Pair Production Absorption Troughs in Gamma-Ray Burst Spectra: A Potential Distance Discriminator

Abstract
In order to explain the emergence of a high-energy continuum in gamma-ray bursts detected by EGRET, relativistic bulk motion with large Lorentz factors has recently been inferred for these sources regardless of whether they are of Galactic or cosmological origin. This conclusion results from calculations of internal pair production opacities in bursts that usually assume an infinite power-law source spectrum for simplicity, an approximation that is quite adequate for some bursts detected by EGRET. However, for a given bulk Lorentz factor Γ, photons above the EGRET range can potentially interact with sub-MeV photons in such opacity calculations. Hence it is essential to accurately address the spectral curvature in bursts seen by BATSE and also treat the X-ray paucity that is inferred from low-energy fluxes observed in the X-ray band.

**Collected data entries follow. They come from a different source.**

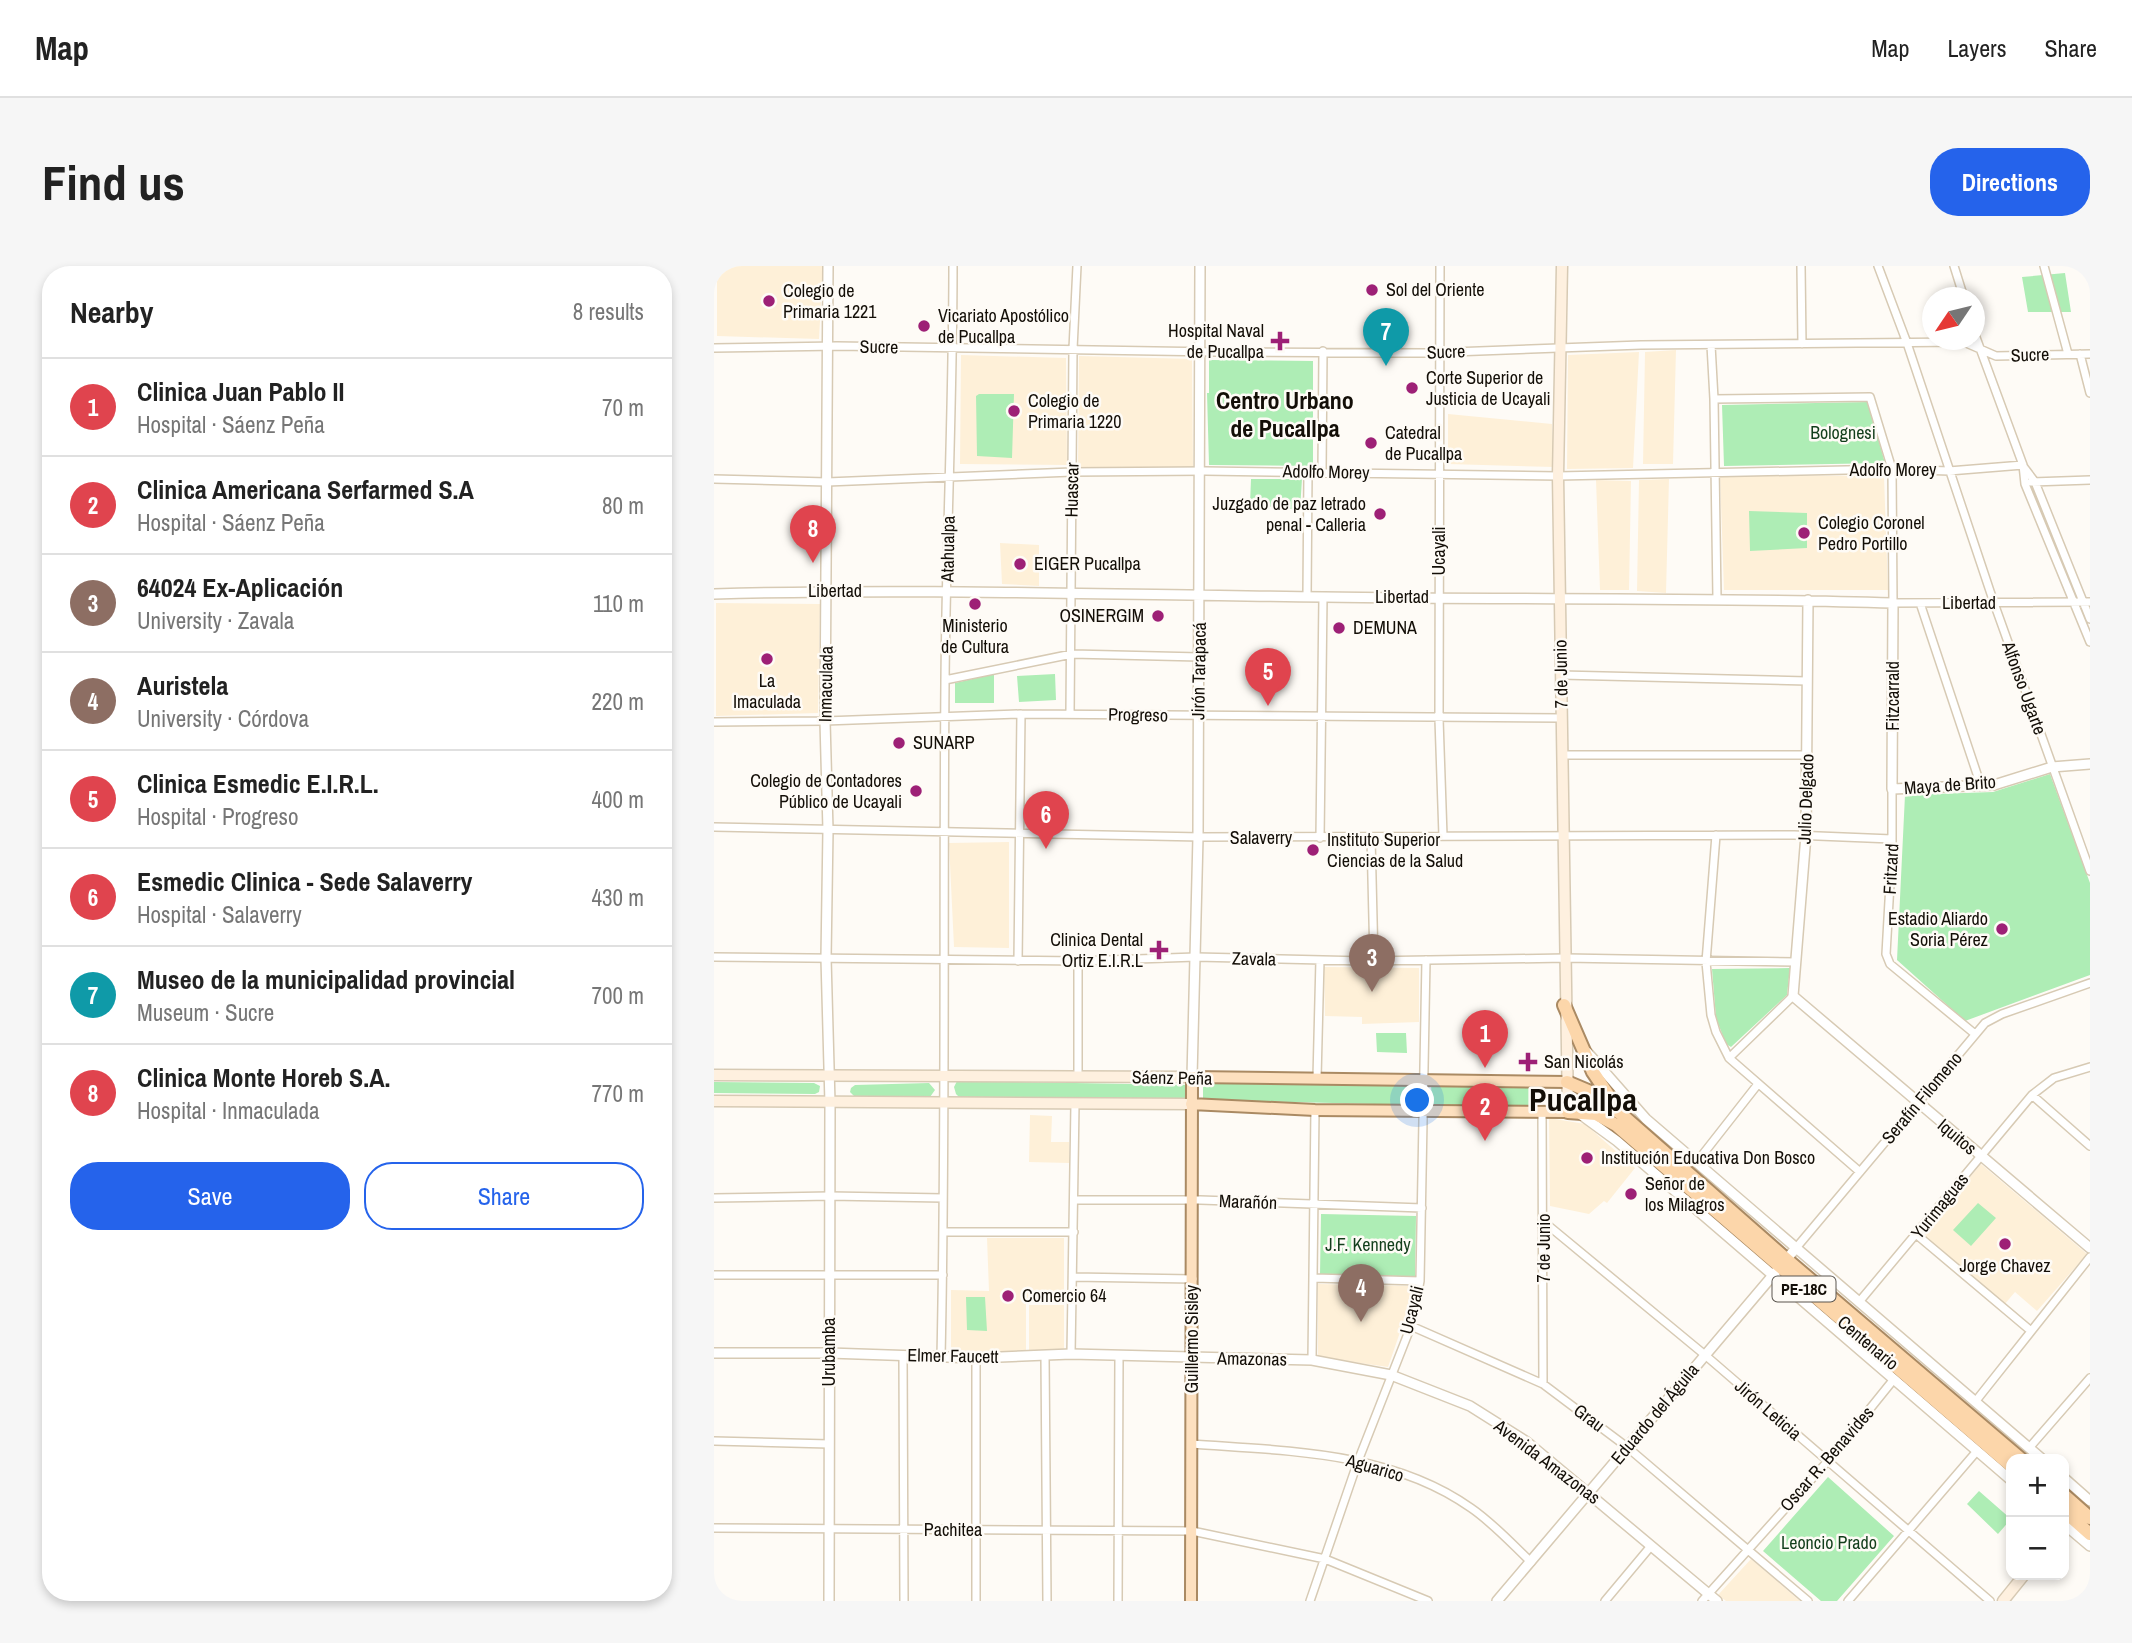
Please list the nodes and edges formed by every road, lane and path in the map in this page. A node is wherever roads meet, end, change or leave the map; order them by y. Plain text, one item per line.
1 (828, 266) edge
2 (953, 266) edge
3 (1077, 266) edge
4 (1200, 266) edge
5 (1440, 266) edge
6 (1562, 266) edge
7 (1801, 266) edge
8 (1878, 266) edge
9 (1954, 266) edge
10 (2044, 266) edge
11 (1961, 287) edge
12 (1907, 343) junction
13 (1922, 343) edge
14 (1802, 344) junction
15 (1711, 345) junction
16 (826, 346) junction
17 (714, 348) edge
18 (953, 348) junction
19 (1560, 348) junction
20 (1073, 349) junction
21 (1980, 350) edge
22 (1982, 350) edge
23 (1199, 351) junction
24 (1323, 351) junction
25 (1441, 352) junction
26 (2068, 354) junction
27 (2080, 354) junction
28 (2090, 354) edge
29 (2090, 393) edge
30 (1714, 399) junction
31 (2023, 465) junction
32 (1892, 469) junction
33 (1072, 471) junction
34 (1200, 471) junction
35 (1322, 471) junction
36 (1715, 471) junction
37 (1948, 471) junction
38 (1308, 472) junction
39 (1439, 473) junction
40 (1558, 476) junction
41 (949, 477) junction
42 (714, 479) edge
43 (2090, 480) edge
44 (827, 482) junction
45 (2035, 482) junction
46 (2025, 484) junction
47 (827, 591) junction
48 (947, 592) junction
49 (1071, 593) junction
50 (714, 594) edge
51 (1200, 596) junction
52 (1307, 597) junction
53 (1323, 597) junction
54 (1439, 598) junction
55 (1560, 598) junction
56 (1717, 598) junction
57 (1808, 600) junction
58 (2083, 602) edge
59 (1893, 603) junction
60 (1920, 603) junction
61 (1994, 603) junction
62 (2090, 619) edge
63 (2090, 642) edge
64 (1072, 654) junction
65 (1200, 657) junction
66 (1561, 676) junction
67 (945, 680) junction
68 (1807, 681) junction
69 (1021, 714) junction
70 (1070, 714) junction
71 (1199, 716) junction
72 (1320, 716) junction
73 (945, 718) junction
74 (1562, 718) junction
75 (1439, 719) junction
76 (825, 721) junction
77 (714, 722) edge
78 (1562, 755) junction
79 (1808, 755) junction
80 (2090, 764) edge
81 (2052, 767) junction
82 (1981, 786) junction
83 (1892, 789) junction
84 (714, 827) edge
85 (828, 830) junction
86 (946, 832) junction
87 (1018, 834) junction
88 (1716, 835) junction
89 (1806, 835) junction
90 (1443, 836) junction
91 (1198, 837) junction
92 (1371, 837) junction
93 (1563, 837) junction
94 (1320, 838) junction
95 (1892, 839) junction
96 (2086, 850) edge
97 (2090, 870) edge
98 (714, 957) edge
99 (1196, 957) junction
100 (826, 958) junction
101 (1566, 958) junction
102 (1320, 960) junction
103 (1426, 960) junction
104 (943, 961) junction
105 (1018, 961) junction
106 (1077, 961) junction
107 (1374, 961) junction
108 (1706, 962) junction
109 (1795, 962) junction
110 (2090, 984) edge
111 (1793, 996) junction
112 (1564, 1005) junction
113 (1975, 1034) junction
114 (1582, 1046) junction
115 (1729, 1058) junction
116 (2090, 1067) edge
117 (714, 1075) edge
118 (830, 1076) junction
119 (944, 1077) junction
120 (1078, 1077) junction
121 (1192, 1077) junction
122 (1317, 1078) junction
123 (1425, 1079) junction
124 (1567, 1082) junction
125 (1758, 1084) junction
126 (2032, 1095) junction
127 (714, 1101) edge
128 (830, 1103) junction
129 (1918, 1103) junction
130 (945, 1104) junction
131 (1075, 1104) junction
132 (1191, 1104) junction
133 (1315, 1110) junction
134 (1423, 1110) junction
135 (1542, 1112) junction
136 (1573, 1112) junction
137 (1595, 1114) joint
138 (1621, 1114) junction
139 (2090, 1146) edge
140 (1980, 1157) junction
141 (1696, 1163) junction
142 (1860, 1171) junction
143 (830, 1196) junction
144 (714, 1198) edge
145 (943, 1199) junction
146 (1193, 1199) junction
147 (1074, 1200) junction
148 (1314, 1204) junction
149 (1422, 1208) junction
150 (1544, 1222) junction
151 (944, 1232) junction
152 (1074, 1232) junction
153 (1917, 1235) junction
154 (1796, 1248) junction
155 (2090, 1248) edge
156 (2090, 1257) edge
157 (1779, 1267) junction
158 (830, 1273) junction
159 (714, 1275) edge
160 (943, 1275) junction
161 (1073, 1278) junction
162 (1314, 1278) junction
163 (1193, 1279) junction
164 (1420, 1281) junction
165 (1859, 1302) junction
166 (1410, 1326) junction
167 (2031, 1331) junction
168 (714, 1353) edge
169 (829, 1353) junction
170 (1070, 1354) junction
171 (1705, 1355) junction
172 (903, 1356) junction
173 (1045, 1356) junction
174 (941, 1357) junction
175 (1119, 1357) junction
176 (1192, 1357) junction
177 (976, 1358) junction
178 (1312, 1360) junction
179 (1391, 1375) junction
180 (2090, 1378) edge
181 (1894, 1379) junction
182 (1544, 1384) junction
183 (1975, 1402) junction
184 (714, 1441) edge
185 (829, 1444) junction
186 (1192, 1444) junction
187 (1627, 1447) junction
188 (1977, 1451) junction
189 (2025, 1454) edge
190 (1358, 1461) junction
191 (1827, 1462) junction
192 (2006, 1462) edge
193 (2006, 1476) edge
194 (1588, 1492) junction
195 (2069, 1493) edge
196 (2075, 1512) edge
197 (2090, 1518) edge
198 (714, 1528) edge
199 (829, 1529) junction
200 (903, 1530) junction
201 (1047, 1530) junction
202 (975, 1531) junction
203 (1192, 1531) junction
204 (1909, 1531) junction
205 (1119, 1532) junction
206 (2090, 1534) edge
207 (1651, 1546) junction
208 (2090, 1546) edge
209 (1748, 1549) junction
210 (1325, 1559) junction
211 (1531, 1562) junction
212 (2020, 1580) edge
213 (1705, 1597) edge
214 (829, 1601) edge
215 (904, 1601) edge
216 (976, 1601) edge
217 (1047, 1601) edge
218 (1118, 1601) edge
219 (1191, 1601) edge
220 (1310, 1601) edge
221 (1428, 1601) edge
222 (1497, 1601) edge
223 (1605, 1601) edge
224 (1717, 1601) edge
225 (1808, 1601) edge
226 (1848, 1601) edge
227 (1990, 1601) edge
228 (2003, 1601) edge

1 - 16 street, Inmaculada
2 - 18 street, Atahualpa
3 - 20 street, Huascar
4 - 23 street, Jirón Tarapacá
5 - 25 street, Ucayali
6 - 19 main road, 7 de Junio
7 - 14 street
8 - 12 street, Alfonso Ugarte
9 - 11 street
10 - 26 street
12 - 13 street, Sucre
12 - 14 street, Sucre
12 - 37 street, Alfonso Ugarte
14 - 15 street, Sucre
15 - 19 street, Sucre
15 - 30 street
16 - 17 street, Sucre
16 - 18 street, Sucre
16 - 44 street, Inmaculada
18 - 20 street, Sucre
18 - 41 street, Atahualpa
19 - 25 street, Sucre
19 - 40 main road, 7 de Junio
20 - 23 street, Sucre
20 - 33 street, Huascar
21 - 31 street
22 - 26 street, Sucre
23 - 24 street, Sucre
23 - 34 street, Jirón Tarapacá
24 - 25 street, Sucre
24 - 35 street
25 - 39 street, Ucayali
26 - 27 street, Sucre
27 - 28 street, Sucre
27 - 29 street
30 - 32 street
30 - 36 street
31 - 37 street, Adolfo Morey
31 - 45 street
31 - 46 street
32 - 36 street, Adolfo Morey
32 - 37 street, Adolfo Morey
32 - 59 street
33 - 34 street, Adolfo Morey
33 - 41 street, Adolfo Morey
33 - 49 street, Huascar
34 - 38 street, Adolfo Morey
34 - 51 street, Jirón Tarapacá
35 - 38 street, Adolfo Morey
35 - 39 street, Adolfo Morey
36 - 40 street, Adolfo Morey
36 - 56 street
37 - 61 street, Alfonso Ugarte
38 - 52 street
39 - 40 street, Adolfo Morey
39 - 54 street, Ucayali
40 - 55 main road, 7 de Junio
41 - 44 street, Adolfo Morey
41 - 48 street, Atahualpa
42 - 44 street, Adolfo Morey
43 - 45 street
44 - 47 street, Inmaculada
45 - 46 street
45 - 58 street
46 - 58 street
47 - 48 street, Libertad
47 - 50 street, Libertad
47 - 76 street, Inmaculada
48 - 49 street, Libertad
48 - 67 street, Atahualpa
49 - 51 street, Libertad
49 - 64 street, Huascar
51 - 52 street, Libertad
51 - 65 street, Jirón Tarapacá
52 - 53 street, Libertad
53 - 54 street, Libertad
53 - 72 street
54 - 55 street, Libertad
54 - 75 street, Ucayali
55 - 56 street, Libertad
55 - 66 main road, 7 de Junio
56 - 57 street, Libertad
57 - 59 street, Libertad
57 - 68 street, Julio Delgado
58 - 61 street, Libertad
58 - 62 street
58 - 63 street
59 - 60 street, Libertad
59 - 83 street, Fitzcarrald
60 - 61 street, Libertad
60 - 82 street
61 - 81 street, Alfonso Ugarte
64 - 65 street
64 - 67 street
64 - 70 street, Huascar
65 - 71 street, Jirón Tarapacá
66 - 68 street
66 - 74 main road, 7 de Junio
67 - 73 street, Atahualpa
68 - 79 street, Julio Delgado
69 - 70 street, Progreso
69 - 73 street, Progreso
69 - 87 street
70 - 71 street, Progreso
71 - 72 street, Progreso
71 - 91 street, Jirón Tarapacá
72 - 75 street, Progreso
72 - 94 street
73 - 76 street, Progreso
73 - 86 street, Atahualpa
74 - 75 street, Progreso
74 - 78 main road, 7 de Junio
75 - 90 street, Ucayali
76 - 77 street, Progreso
76 - 85 street, Inmaculada
78 - 79 street
78 - 93 main road, 7 de Junio
79 - 89 street, Julio Delgado
80 - 81 street, Maya de Brito
81 - 82 street, Maya de Brito
81 - 96 street, Alfonso Ugarte
82 - 83 street, Maya de Brito
83 - 95 street, Fritzard
84 - 85 street, Salaverry
85 - 86 street, Salaverry
85 - 100 street, Inmaculada
86 - 87 street, Salaverry
86 - 104 street, Atahualpa
87 - 91 street, Salaverry
87 - 105 street
88 - 89 street, Salaverry
88 - 93 street, Salaverry
88 - 108 street
89 - 95 street, Salaverry
89 - 109 street, Julio Delgado
90 - 92 street, Salaverry
90 - 93 street, Salaverry
91 - 94 street, Salaverry
91 - 99 street, Jirón Tarapacá
92 - 94 street, Salaverry
92 - 107 street
93 - 101 main road, 7 de Junio
95 - 113 street, Fritzard
96 - 97 street, Alfonso Ugarte
98 - 100 street, Zavala
99 - 102 street, Zavala
99 - 106 street, Zavala
99 - 121 street, Jirón Tarapacá
100 - 104 street, Zavala
100 - 118 street, Inmaculada
101 - 103 street, Zavala
101 - 108 street, Zavala
101 - 112 main road, 7 de Junio
102 - 107 street, Zavala
102 - 122 street
103 - 107 street, Zavala
103 - 123 street, Ucayali
104 - 105 street, Zavala
104 - 119 street, Atahualpa
105 - 106 street, Zavala
106 - 120 street
108 - 109 street, Zavala
108 - 115 street
109 - 111 street, Julio Delgado
110 - 113 street, Serafín Filomeno
111 - 115 street
111 - 129 street, Iquitos
112 - 114 highway
112 - 124 main road, 7 de Junio
113 - 129 street, Serafín Filomeno
114 - 138 highway
114 - 141 street
115 - 125 street
116 - 126 street, Yurimaguas
117 - 118 main road, Sáenz Peña
118 - 119 main road, Sáenz Peña
118 - 128 street, Inmaculada
119 - 120 main road, Sáenz Peña
119 - 130 street, Atahualpa
120 - 121 main road, Sáenz Peña
121 - 122 main road, Sáenz Peña
121 - 132 main road, Guillermo Sisley
122 - 123 main road, Sáenz Peña
123 - 124 main road, Sáenz Peña
123 - 134 street, Ucayali
124 - 136 main road, 7 de Junio
124 - 138 highway, Sáenz Peña / PE-18C
125 - 141 street
125 - 142 street
126 - 139 street
126 - 140 street, Yurimaguas
127 - 128 main road, Sáenz Peña
128 - 130 main road, Sáenz Peña
128 - 143 street, Urubamba
129 - 140 street, Iquitos
129 - 142 street, Serafín Filomeno
130 - 131 main road, Sáenz Peña
130 - 145 street, Atahualpa
131 - 132 main road, Sáenz Peña
131 - 147 street
132 - 133 main road, Sáenz Peña
132 - 146 main road, Guillermo Sisley
133 - 134 main road, Sáenz Peña
133 - 148 street
134 - 135 main road, Sáenz Peña
134 - 149 street, Ucayali
135 - 136 main road, Sáenz Peña
135 - 150 street, 7 de Junio
136 - 137 highway, Sáenz Peña / PE-18C
136 - 157 street
137 - 157 highway, Centenario / PE-18C
138 - 157 highway, Centenario / PE-18C
140 - 153 street, Yurimaguas
140 - 155 street, Iquitos
141 - 154 street
142 - 154 street, Serafín Filomeno
143 - 144 street
143 - 145 street
143 - 158 street, Urubamba
145 - 151 street, Atahualpa
146 - 147 street, Marañón
146 - 148 street, Marañón
146 - 163 main road, Guillermo Sisley
147 - 152 street
148 - 149 street, Marañón
148 - 162 street
149 - 164 street, Ucayali
150 - 171 street, Jirón Leticia
150 - 182 street, 7 de Junio
151 - 152 street
151 - 160 street, Atahualpa
152 - 161 street
153 - 165 street, Yurimaguas
153 - 167 street
154 - 157 street, Serafín Filomeno
154 - 165 street
156 - 167 street
157 - 171 street, Eduardo del Águila
157 - 181 street
157 - 189 highway, Centenario / PE-18C
157 - 192 highway, Centenario / PE-18C
158 - 159 street
158 - 160 street
158 - 169 street, Urubamba
160 - 174 street, Atahualpa
161 - 163 street
161 - 170 street
162 - 164 street
162 - 178 street
163 - 176 main road, Guillermo Sisley
164 - 166 street, Ucayali
165 - 183 street
166 - 179 street, Ucayali
166 - 182 street, Grau
167 - 183 street
168 - 169 street, Elmer Faucett
169 - 172 street, Elmer Faucett
169 - 185 street, Urubamba
170 - 173 street, Elmer Faucett
170 - 175 street, Elmer Faucett
171 - 187 street, Eduardo del Águila
171 - 191 street, Jirón Leticia
172 - 174 street, Elmer Faucett
172 - 200 street
173 - 177 street, Elmer Faucett
173 - 201 street
174 - 177 street, Elmer Faucett
175 - 176 street, Elmer Faucett
175 - 205 street
176 - 178 street, Amazonas
176 - 186 main road, Guillermo Sisley
177 - 202 street
178 - 179 street, Avenida Amazonas
179 - 190 street, Ucayali
179 - 194 street, Avenida Amazonas
180 - 189 street
181 - 188 street
181 - 191 street, Oscar R. Benavides
182 - 187 street, Grau
183 - 189 street
184 - 185 street
185 - 199 street, Urubamba
186 - 190 street, Aguarico
186 - 203 main road, Guillermo Sisley
187 - 194 street, Eduardo del Águila
187 - 209 street, Grau
188 - 193 street
188 - 204 street
190 - 210 street, Ucayali
190 - 211 street, Aguarico
191 - 204 street, Jirón Leticia
191 - 209 street, Oscar R. Benavides
194 - 207 street, Avenida Amazonas
194 - 211 street, Eduardo del Águila
195 - 196 street
196 - 197 highway
196 - 206 highway
196 - 208 street
198 - 199 street, Pachitea
199 - 200 street, Pachitea
199 - 214 street, Urubamba
200 - 202 street, Pachitea
200 - 215 street
201 - 202 street, Pachitea
201 - 205 street, Pachitea
201 - 217 street
202 - 216 street
203 - 205 street, Pachitea
203 - 210 street, Pachitea
203 - 219 main road, Guillermo Sisley
204 - 226 street
204 - 227 street, Jirón Leticia
205 - 218 street
207 - 213 street, Avenida Amazonas
207 - 223 street
209 - 213 street, Oscar R. Benavides
209 - 225 street, Grau
210 - 220 street, Ucayali
210 - 221 street, Pachitea
211 - 222 street, Eduardo del Águila
212 - 228 main road
213 - 224 street, Avenida Amazonas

In this paper we present the major properties induced in photon-photon opacity considerations by such spectral curvature. The observed spectral breaks around 1 MeV turn out to be irrelevant to opacity in cosmological bursts, but they are crucial to estimates of source transparency in the 1 GeV-1 TeV range for sources located in the Galactic halo. We find that broad absorption troughs can arise at these energies for suitable bulk motion parameters Γ. Such troughs are probably an unambiguous signature of a Galactic halo population and if observed by experiments such as Whipple, MILAGRO, and GLAST, would provide powerful evidence that such bursts are not at cosmological distances.